Keywords

1 Introduction

Enterprise modelling (EM) may serve a variety of purposes: developing or improving the organizational strategy, (re-)structuring business processes, eliciting requirements for information systems, promoting awareness of procedures and commitment to goals and decisions, etc. [16]. All these application scenarios require the involvement of a multitude of domain experts with different background knowledge [22]. It is therefore a challenge to express an enterprise model in a way equally well understood by all domain experts [11]. Limited understanding of the EM by stakeholders may result in low quality of the model and low commitment by stakeholders.

Traditional EM approaches involve an enterprise modelling expert who constructs an EM by interviewing domain experts, analyzing documentation and observing current practice, and validates the resulting model with stakeholders. Models constructed by such a consultative approach tend to exhibit low quality and poor commitment [21].

Recently, practitioners and researchers have advocated the potential of participative EM approaches, both in terms of promoting stakeholder agreement and commitment, as well as in producing higher quality models [1, 4] In other studies, tangible modelling approaches – in which physical tokens represent conceptual models – were found to be faster, easier and more interactive compared to a computer-supported approaches, where diagrams on a screen were manipulated [5, 8, 10]. In this paper we extend studies on tangible modelling to the EM domain by combining participative EM and tangible modeling in a hybrid approach.

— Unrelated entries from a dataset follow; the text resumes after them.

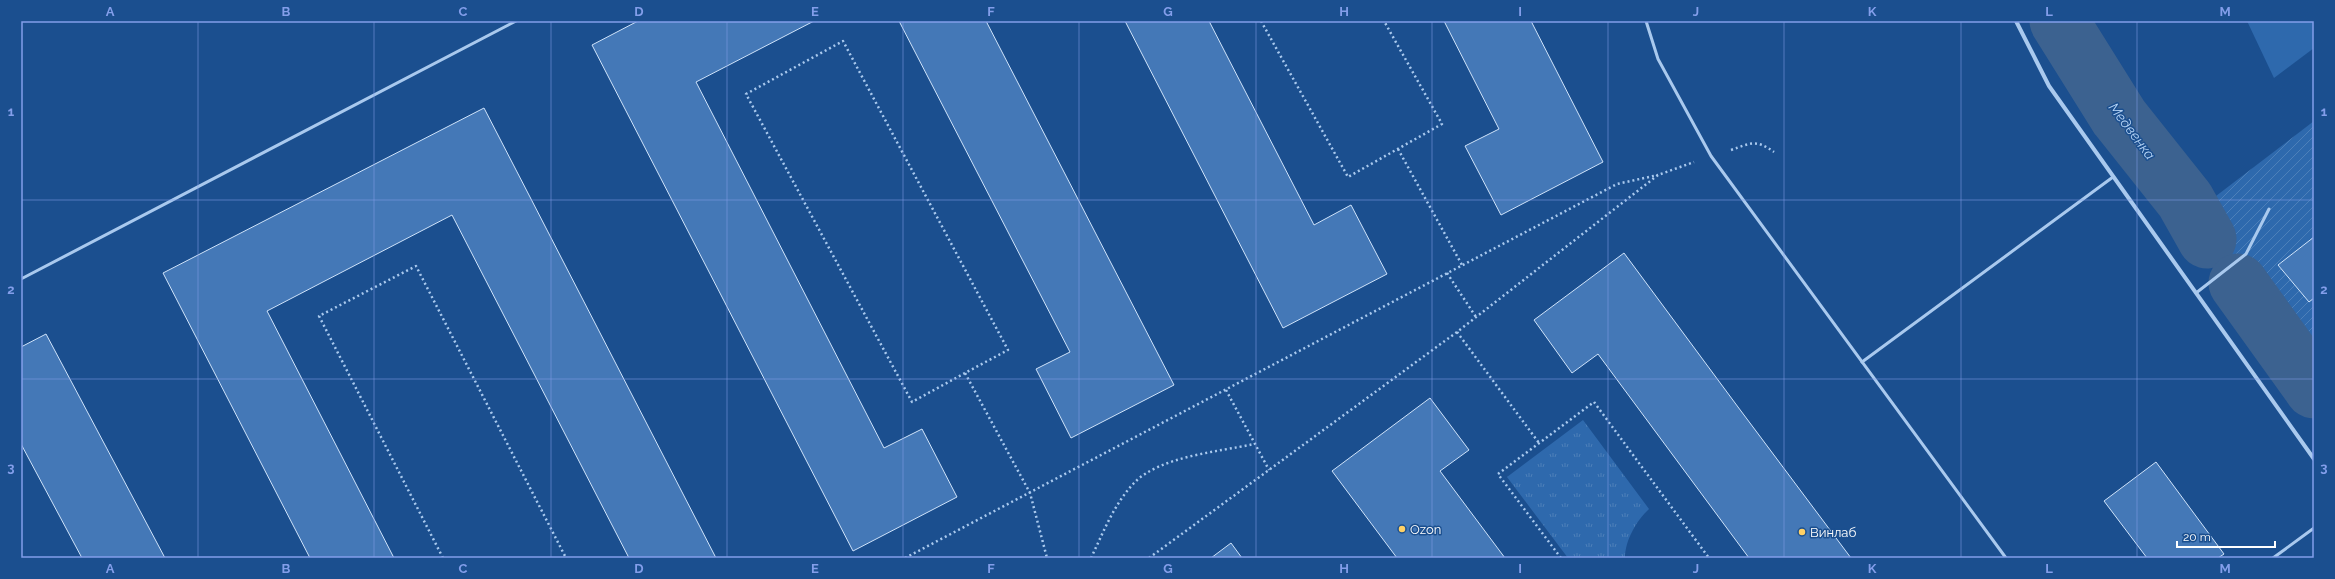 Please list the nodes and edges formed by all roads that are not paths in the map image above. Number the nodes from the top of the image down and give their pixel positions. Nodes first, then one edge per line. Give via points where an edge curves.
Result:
1 (516, 21) edge
2 (1646, 21) edge
3 (2016, 21) edge
4 (2113, 177) junction
5 (2270, 209) dead end
6 (21, 279) edge
7 (2196, 293) junction
8 (1862, 362) junction
9 (2314, 459) edge
10 (2314, 528) edge
11 (2006, 558) edge
12 (2273, 558) edge

1 - 6 lane
2 - 8 lane via 1658,59 1711,156
3 - 4 street via 2049,86
4 - 7 street
4 - 8 lane
5 - 7 lane via 2246,254
7 - 9 street
8 - 11 lane
10 - 12 lane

We report on an empirical study in a graduate EM course in which we compared the effect of using a tangible modelling set with the use of computerized tools. The results were encouraging, as the tangible modelling groups showed a higher level of collaboration, produced better results, and scored higher on post-tests. On the other hand, they felt that it took longer to produce models and reported slightly lower levels of agreement. We discuss possible explanations and implications of these results. and indicate several avenues for further research.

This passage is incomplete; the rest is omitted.